Золото купцы и купчики видели и узнали. Кто-то в голос помянул Саваофа, прилепив к нему и дьявола.
— Пятьдесят пудов золота, — торжественно объявил купчина Провоторов, — я отвезу в Америку как наш заклад за пушки и ружья. И как обет большой серьёзности нашего с вами замысла...
Собравшиеся купчины галдели, кто радостно, а больше — завистливо. Потом Сенька Шкипер, имевший пять рыболовных парусных ботов и плававший на них повдоль курильских островов за дорогущими крабами, громко сказал:
— Илья Никифорыч! А ведь в задуманном тобою варначном деле ну никак не обойтись без больших кораблей! И надобно их аж штук двадцать!
— Будет кораблей сто пятьдесят. Больших, двухмачтовых, купеческих, но с пушками. Половина кораблей уже есть. У купеческого, совместного с американцами торгового общества «Американо-Русская Акционерия»! Коротко АРА. Иоська!
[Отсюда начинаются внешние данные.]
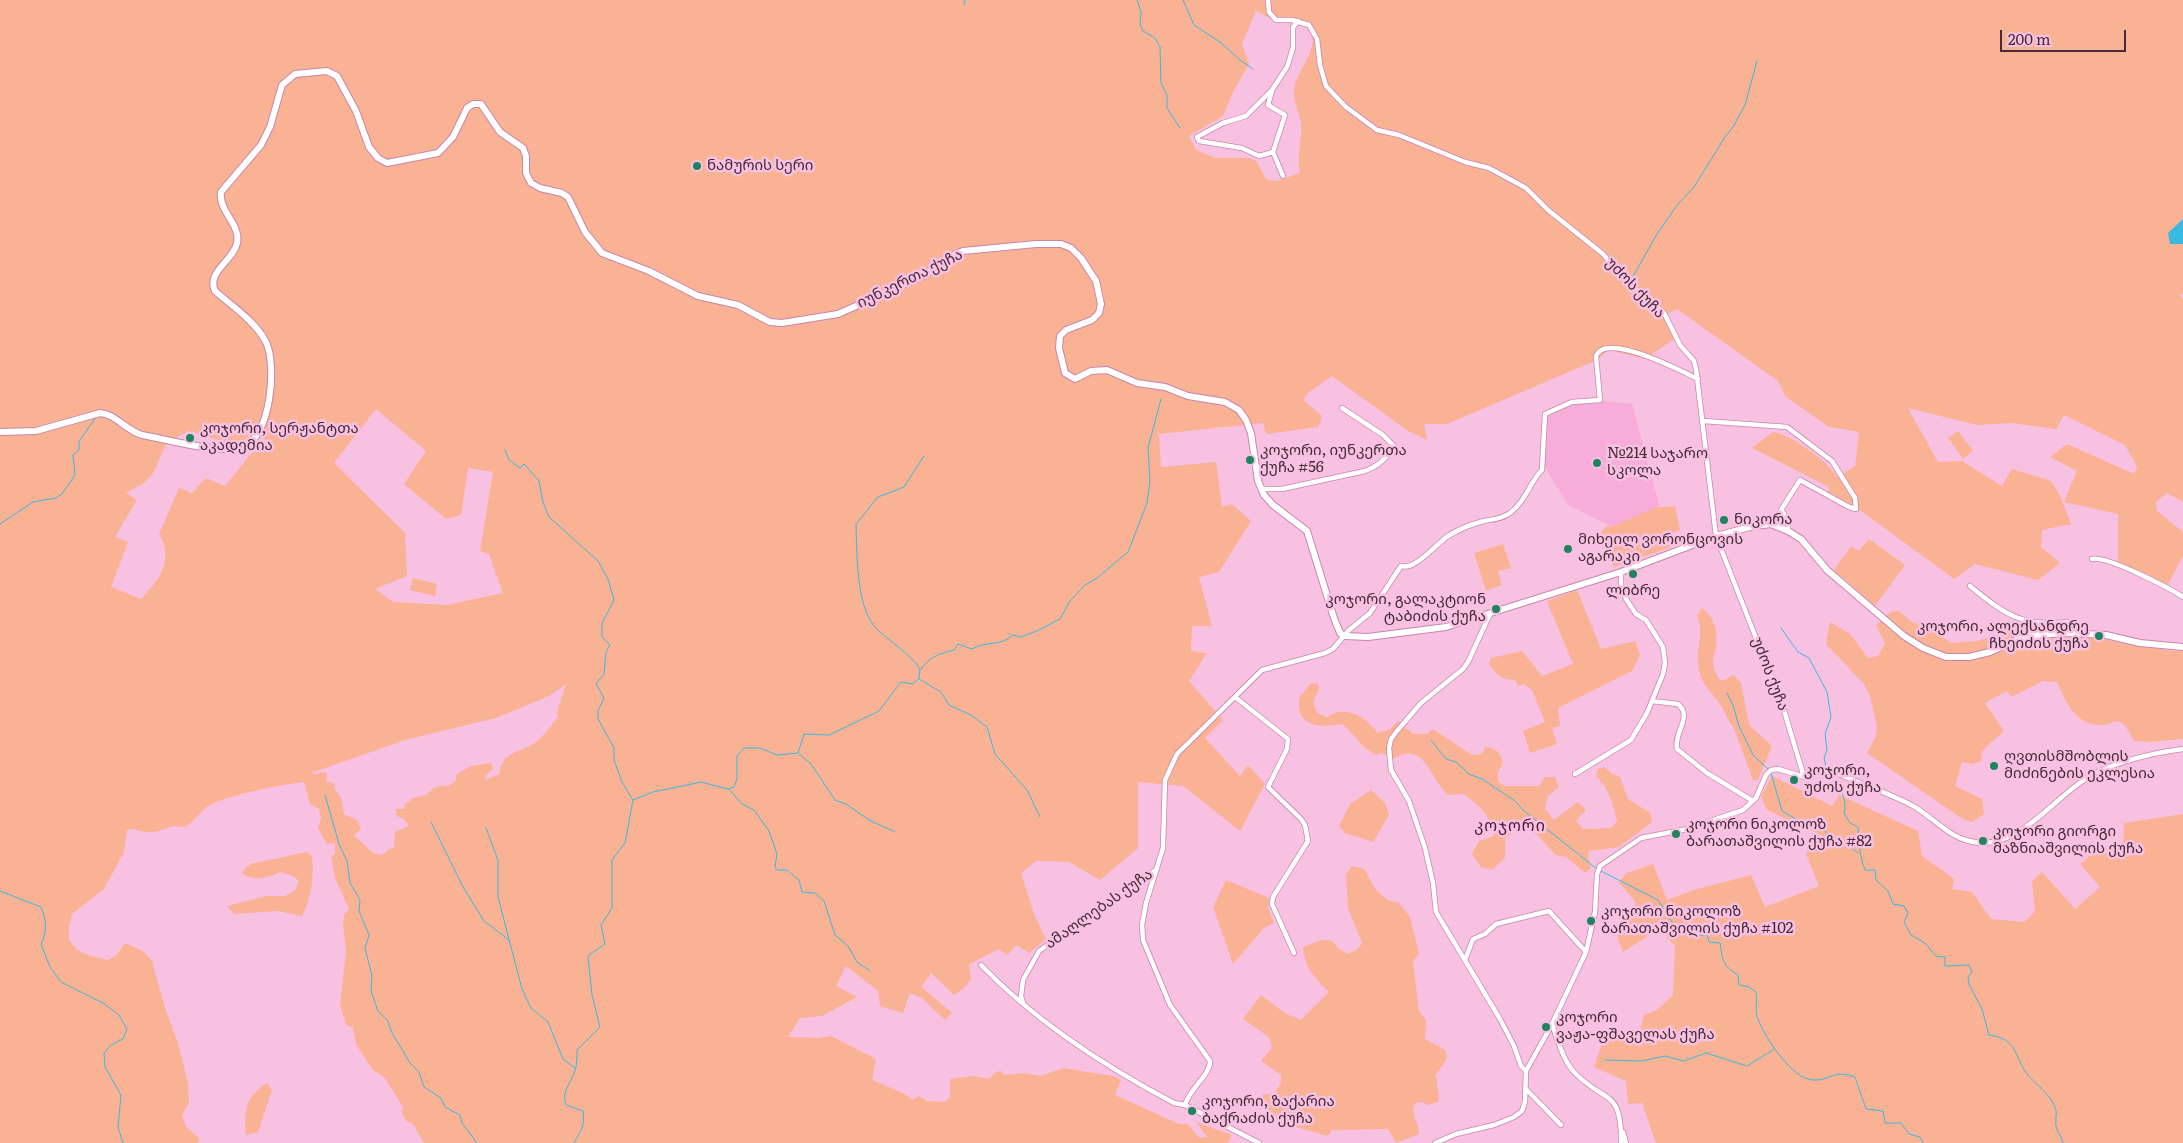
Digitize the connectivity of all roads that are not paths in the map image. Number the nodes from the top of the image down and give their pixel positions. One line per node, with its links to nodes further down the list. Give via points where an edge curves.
1 (1268, 0): 2 (street, via 1272,17 1280,21)
2 (1298, 21): 3 (street, via 1293,27 1293,48 1287,67); 6 (street, უძოს ქუჩა, via 1314,31 1326,86 1346,107 1377,130 1489,168 1526,188 1603,254 1628,283 1664,313 1680,345 1694,361)
3 (1272, 90): 4 (street, via 1268,105 1285,115); 4 (street, via 1246,116 1223,123 1197,137 1199,141 1242,148 1254,156)
4 (1273, 152): 5 (street)
5 (1283, 176)
6 (1698, 379): 8 (street, უძოს ქუჩა); 19 (street, via 1649,357 1615,347 1598,351 1600,400 1572,402 1545,414 1542,470 1522,502 1504,517 1458,530 1416,563 1401,566 1370,613)
7 (1342, 408): 10 (street, via 1394,446 1387,458 1364,471 1282,489)
8 (1704, 421): 11 (street, via 1787,427 1832,461 1855,498 1856,509 1800,480 1781,510 1788,519); 12 (street, უძოს ქუჩა)
9 (0, 432): 10 (main road, იუნკერთა ქუჩა, via 36,430 100,413 109,414 129,430 142,435 227,449 244,447 254,441 264,422 271,362 256,327 213,286 214,276 232,253 237,240 222,204 221,192 267,136 279,91 286,80 295,74 327,71 339,78 369,147 383,161 392,163 438,153 453,137 467,108 481,104 500,132 523,148 526,174 532,183 565,195 585,232 602,253 698,296 738,306 770,322 806,320 848,310 925,275 963,251 1036,244 1066,246 1076,252 1092,274 1101,304 1099,314 1092,320 1066,330 1060,336 1061,360 1068,376 1075,379 1091,371 1107,370 1137,383 1230,404 1244,415 1249,426 1256,474)
10 (1262, 489): 19 (main road, იუნკერთა ქუჩა, via 1273,505 1306,531 1336,623)
11 (1788, 531): 12 (main road, via 1771,524); 18 (main road, via 1801,539 1827,570 1904,636 1923,648 1946,656 1969,657 1990,652 2025,636)
12 (1716, 536): 14 (main road); 25 (street, უძოს ქუჩა, via 1782,706)
13 (2092, 559): 16 (street, via 2099,558 2141,575)
14 (1621, 572): 17 (main road); 22 (street, via 1621,587 1626,599 1636,614 1646,620 1664,647 1663,674)
15 (1970, 586): 18 (street, via 2014,618 2039,623 2067,622)
16 (2183, 597)
17 (1490, 614): 19 (main road, via 1433,629); 30 (street, via 1463,669 1421,703 1396,731 1391,739 1389,755 1391,770 1409,801 1425,848 1436,912)
18 (2080, 632): 20 (main road)
19 (1344, 636): 21 (street, via 1325,653 1266,668)
20 (2183, 647)
21 (1235, 697): 27 (street, via 1177,754 1170,767 1165,780 1163,848); 29 (street, via 1288,739 1287,749 1268,787 1301,819 1308,841 1273,897 1272,904)
22 (1652, 701): 24 (street, via 1631,740); 26 (street, via 1678,704 1684,710 1684,721 1677,735 1677,749 1707,773)
23 (2183, 749): 25 (street, via 2148,756 2092,775 2064,793 2013,837 1984,844 1958,837 1906,802 1834,772 1822,770)
24 (1575, 774)
25 (1804, 777): 26 (street, via 1774,769 1766,775)
26 (1753, 802): 28 (street, via 1743,810 1718,820 1641,838 1600,866)
27 (1157, 869): 32 (street, ამაღლებას ქუჩა, via 1039,951 1023,980 1021,996); 36 (street, via 1146,902 1143,940 1170,1005 1210,1065)
28 (1586, 952): 30 (street, via 1549,911 1496,924 1474,939); 33 (street)
29 (1294, 953)
30 (1465, 960): 34 (street)
31 (981, 965): 32 (street)
32 (1024, 1004): 36 (street, via 1092,1056 1167,1099)
33 (1552, 1024): 34 (street); 37 (street, via 1567,1062 1576,1074 1613,1101)
34 (1526, 1071): 35 (street)
35 (1526, 1088): 38 (street); 40 (street, via 1522,1111 1514,1117)
36 (1184, 1105): 39 (street)
37 (1621, 1123): 41 (street); 42 (street)
38 (1560, 1125)
39 (1259, 1143)
40 (1435, 1143)
41 (1621, 1143)
42 (1626, 1143)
Я в том обществе кто?
Иосиф Гольц поклонился и так же громко ответил:
— Президент! Самый большой начальник!
В зале начался непристойный ор. К Илье Никифорычу все купчишки лезли выпить и облобызаться.
Егоров покачал головой, глядя на купцовое безумие. И краем глаза следя за Иоськой Бесфамильным, который теперь Гольц.
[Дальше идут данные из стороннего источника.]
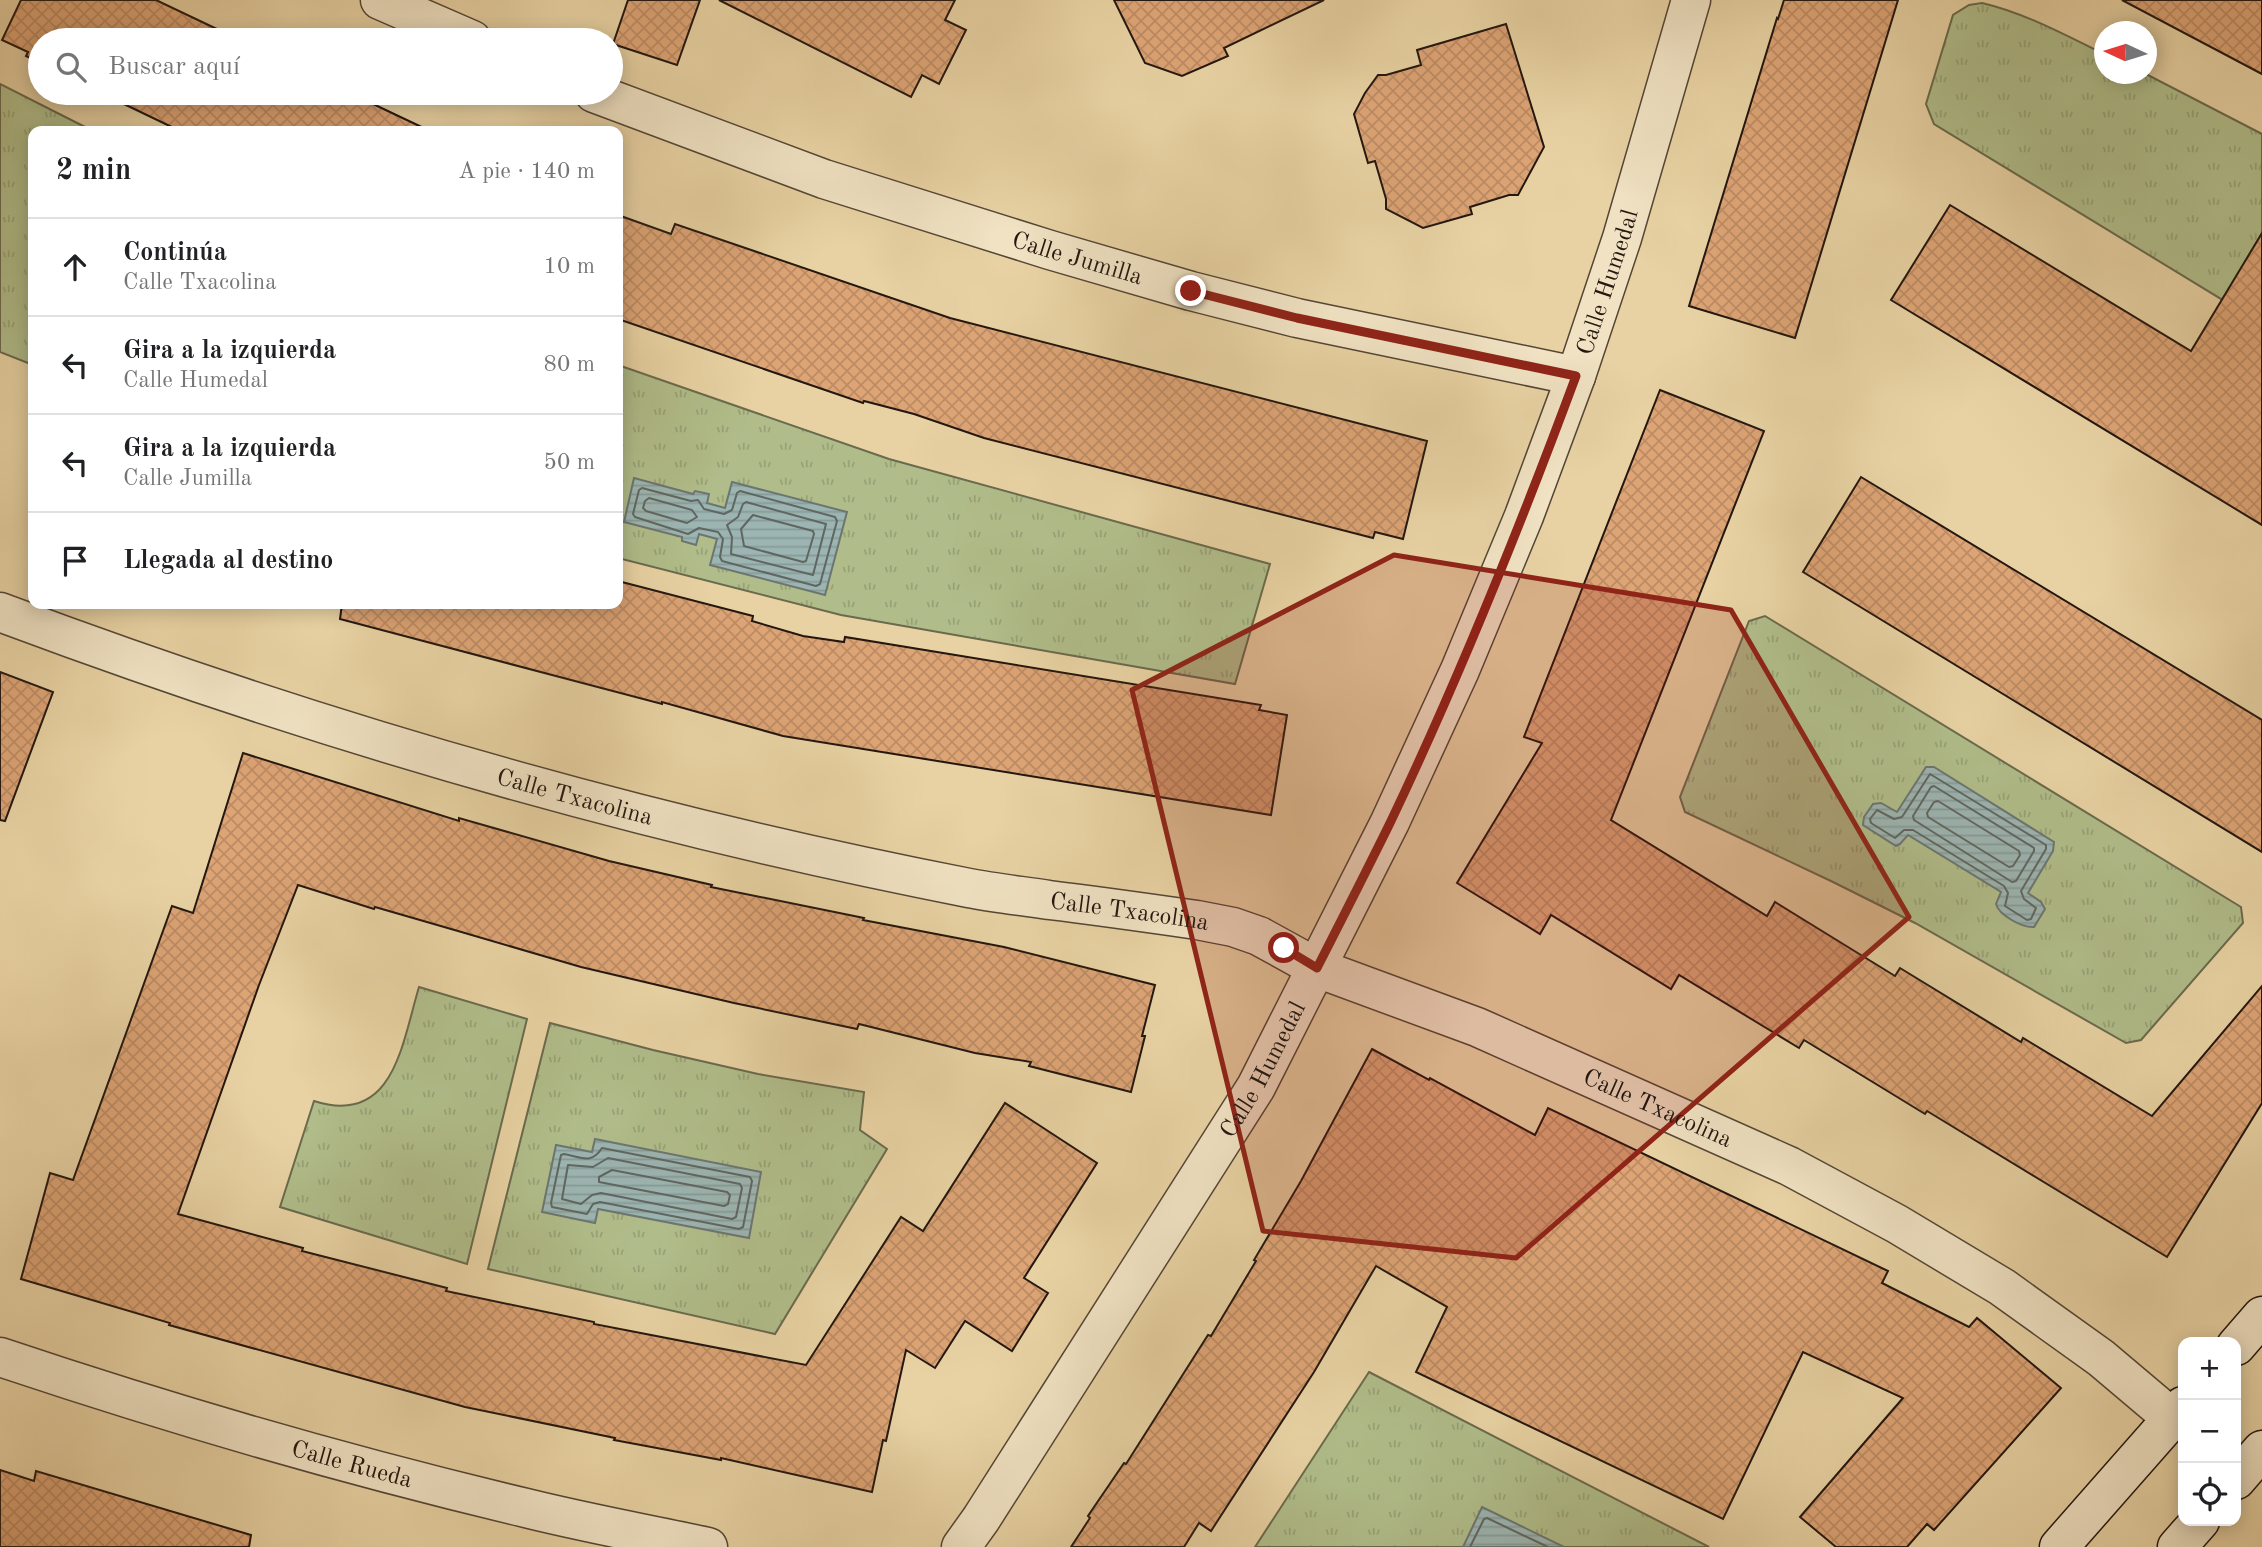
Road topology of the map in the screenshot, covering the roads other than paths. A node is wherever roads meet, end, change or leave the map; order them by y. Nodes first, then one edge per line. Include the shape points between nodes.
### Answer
1 (380, 0) edge
2 (1691, 0) edge
3 (444, 28) edge
4 (623, 104) edge
5 (1576, 376) junction
6 (0, 612) edge
7 (1317, 968) junction
8 (2262, 1316) edge
9 (2241, 1340) edge
10 (0, 1357) edge
11 (2178, 1412) edge
12 (2262, 1450) edge
13 (2241, 1474) edge
14 (2196, 1526) edge
15 (708, 1547) edge
16 (961, 1547) edge
17 (2059, 1547) edge
18 (2177, 1547) edge

1 - 3 street
2 - 5 street, Calle Humedal via 1622,238
4 - 5 street, Calle Jumilla via 824,179 1191,291 1297,318
5 - 7 street, Calle Humedal via 1460,670
6 - 7 street, Calle Txacolina via 324,724 534,786 972,889 1233,927
7 - 11 street, Calle Txacolina via 1477,1027 1789,1166 2002,1287
7 - 16 street, Calle Humedal via 1256,1087
8 - 9 street
10 - 15 street, Calle Rueda via 270,1441 526,1508
11 - 17 street
12 - 13 street
14 - 18 street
Иосиф Гольц глядел на золото будто собака, открыв рот. Собравшиеся умильно крестились. А купчина Провоторов даже не смотрел вниз и влево на Александра Дмитриевича Егорова. Хотя это его, Егорова, золото длинной горой возвышалось на столе.
Опять надо бежать. А куда? Ведь купец Провоторов, видать, задумавший сам стать верховным управителем Сибири с помощью американцев, с их же помощью и отправит Егорова под мох... Нет, наверное в Америке мха нет. Значит, под землю. Земля везде есть!
— А сейчас все пошли в другой лабаз! — весело проорал Провоторов. — Там в очередь подпишем бумагу с прошением к императрице Екатерине и одновременно — к президенту Америки. Сами поняли, о чём те бумаги? Да выложите каждый по две тысячи рублей на наше общее дело. Как договаривались. И всё! Потом останется только это дело нам вспрыснуть! Пошли!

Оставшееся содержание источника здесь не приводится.